WHAT IS NEEDED. The answer is a single number: the count of lines in the records below that contain the word "Ormanlı".

GIVEN RECORDS.
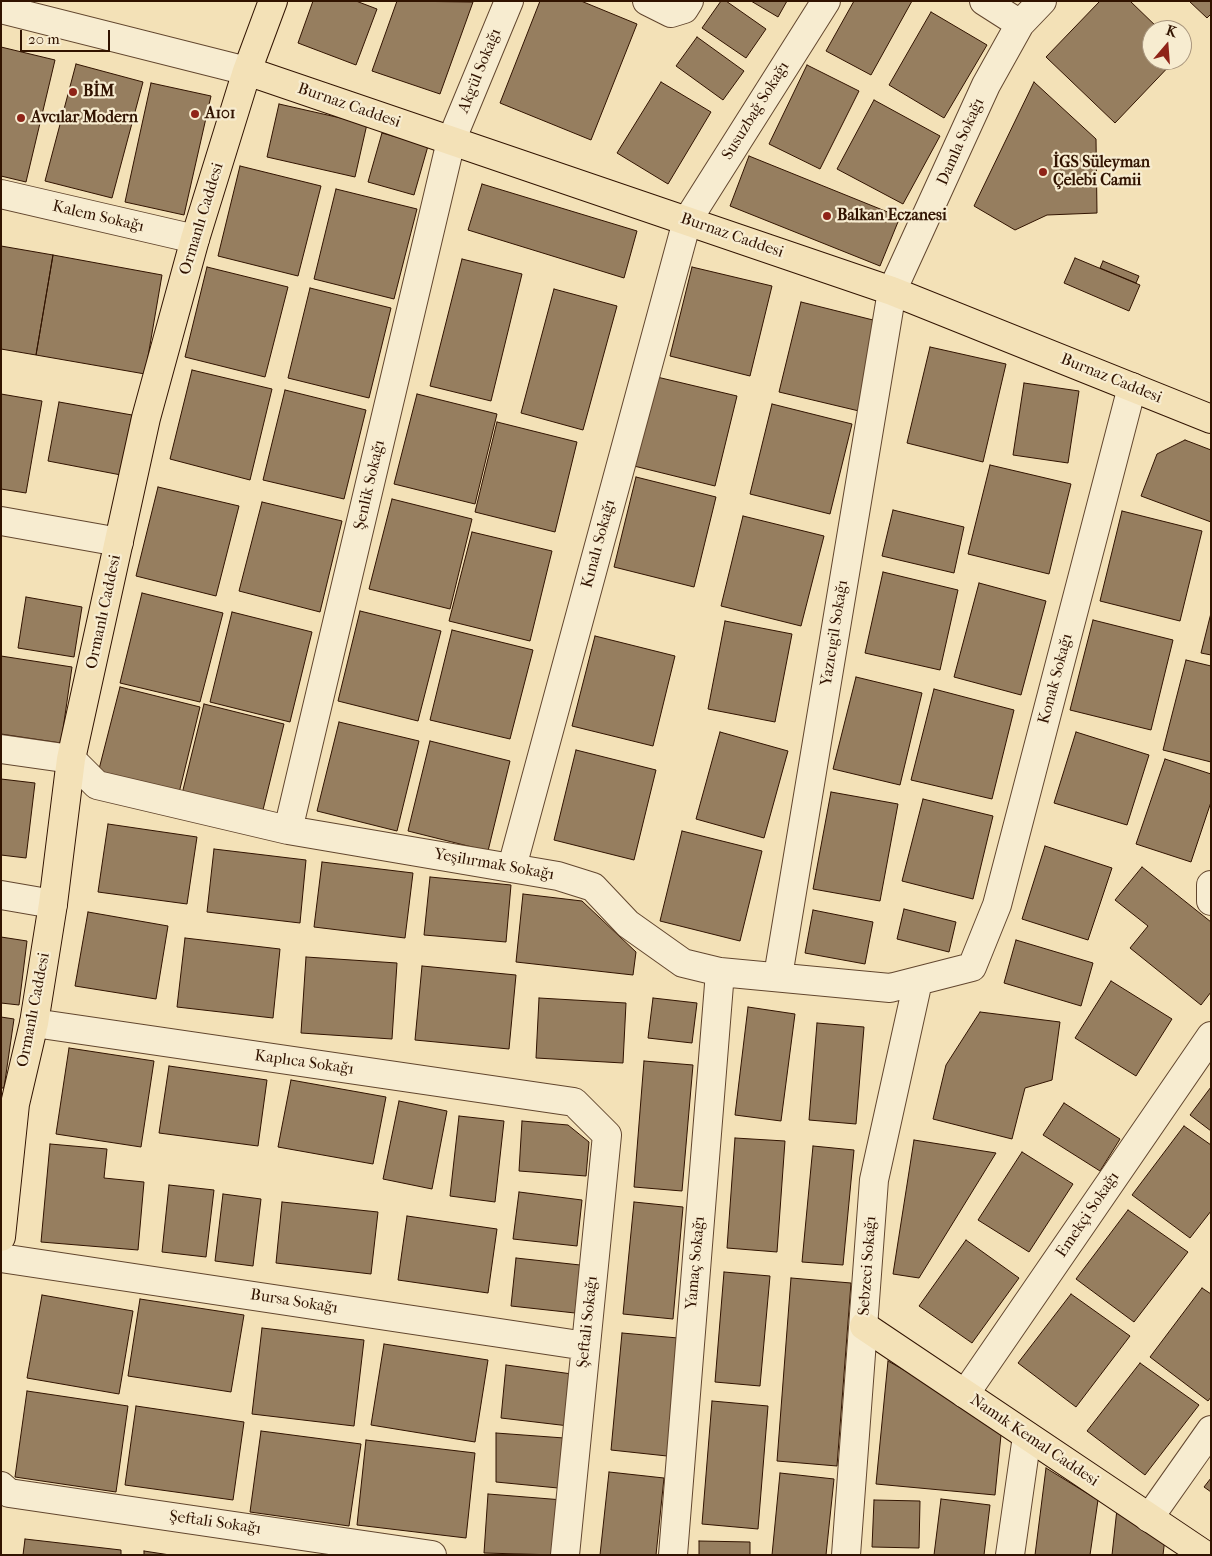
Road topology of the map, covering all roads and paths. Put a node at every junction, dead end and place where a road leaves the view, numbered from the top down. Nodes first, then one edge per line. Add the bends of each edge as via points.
1 (273, 1) edge
2 (509, 1) edge
3 (647, 1) edge
4 (689, 1) edge
5 (826, 1) edge
6 (984, 1) edge
7 (1042, 1) edge
8 (1, 9) edge
9 (1020, 24) junction
10 (247, 72) junction
11 (451, 141) junction
12 (1, 194) edge
13 (687, 221) junction
14 (195, 239) junction
15 (892, 291) junction
16 (1132, 387) junction
17 (1211, 419) edge
18 (1, 521) edge
19 (119, 542) junction
20 (1, 748) edge
21 (71, 759) junction
22 (288, 830) junction
23 (512, 867) junction
24 (1211, 886) edge
25 (1, 895) edge
26 (1211, 901) edge
27 (53, 904) junction
28 (972, 967) joint
29 (720, 972) junction
30 (778, 976) junction
31 (918, 981) junction
32 (34, 1023) junction
33 (1211, 1036) edge
34 (574, 1102) joint
35 (8, 1103) edge
36 (1, 1237) edge
37 (1, 1258) edge
38 (864, 1326) junction
39 (586, 1346) junction
40 (965, 1394) junction
41 (1211, 1430) edge
42 (1027, 1436) junction
43 (1, 1486) edge
44 (1149, 1518) junction
45 (1190, 1550) edge
46 (432, 1555) edge
47 (565, 1555) edge
48 (673, 1555) edge
49 (846, 1555) edge
50 (1010, 1555) edge

1 - 10 main road, Ormanlı Caddesi
2 - 11 street, Akgül Sokağı
3 - 4 street via 671,13 684,10
5 - 13 street, Susuzbağ Sokağı
6 - 9 street
7 - 9 street, Damla Sokağı
8 - 10 street
9 - 15 street, Damla Sokağı via 986,85
10 - 11 main road, Burnaz Caddesi
10 - 14 main road, Ormanlı Caddesi
11 - 13 main road, Burnaz Caddesi
11 - 22 street, Şenlik Sokağı
12 - 14 street, Kalem Sokağı
13 - 15 main road, Burnaz Caddesi
13 - 23 street, Kınalı Sokağı
14 - 19 main road, Ormanlı Caddesi via 146,418
15 - 16 main road, Burnaz Caddesi
15 - 30 street, Yazıcıgil Sokağı
16 - 17 main road, Burnaz Caddesi
16 - 28 street, Konak Sokağı via 997,905
18 - 19 street
19 - 21 main road, Ormanlı Caddesi
20 - 21 street
21 - 22 street, Yeşilırmak Sokağı via 98,785
21 - 27 main road, Ormanlı Caddesi
22 - 23 street, Yeşilırmak Sokağı
23 - 29 street, Yeşilırmak Sokağı via 593,887 628,924 684,963
24 - 26 street
25 - 27 street
27 - 32 main road, Ormanlı Caddesi
28 - 31 street, Yeşilırmak Sokağı
29 - 30 street, Yeşilırmak Sokağı
29 - 48 street, Yamaç Sokağı
30 - 31 street, Yeşilırmak Sokağı via 890,988
31 - 38 street, Sebzeci Sokağı via 874,1180
32 - 34 street, Kaplıca Sokağı
32 - 35 main road, Ormanlı Caddesi
33 - 40 street, Emekçi Sokağı
34 - 39 street, Şeftali Sokağı via 607,1135
35 - 36 main road, Ormanlı Caddesi
37 - 39 street, Bursa Sokağı
38 - 40 main road, Namık Kemal Caddesi
38 - 49 street, Sebzeci Sokağı
39 - 47 street, Şeftali Sokağı
40 - 42 main road, Namık Kemal Caddesi
41 - 44 street
42 - 44 main road, Namık Kemal Caddesi
42 - 50 street
43 - 46 street, Şeftali Sokağı via 9,1493
44 - 45 main road, Namık Kemal Caddesi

RESULT FOR THIS EXERCISE. 8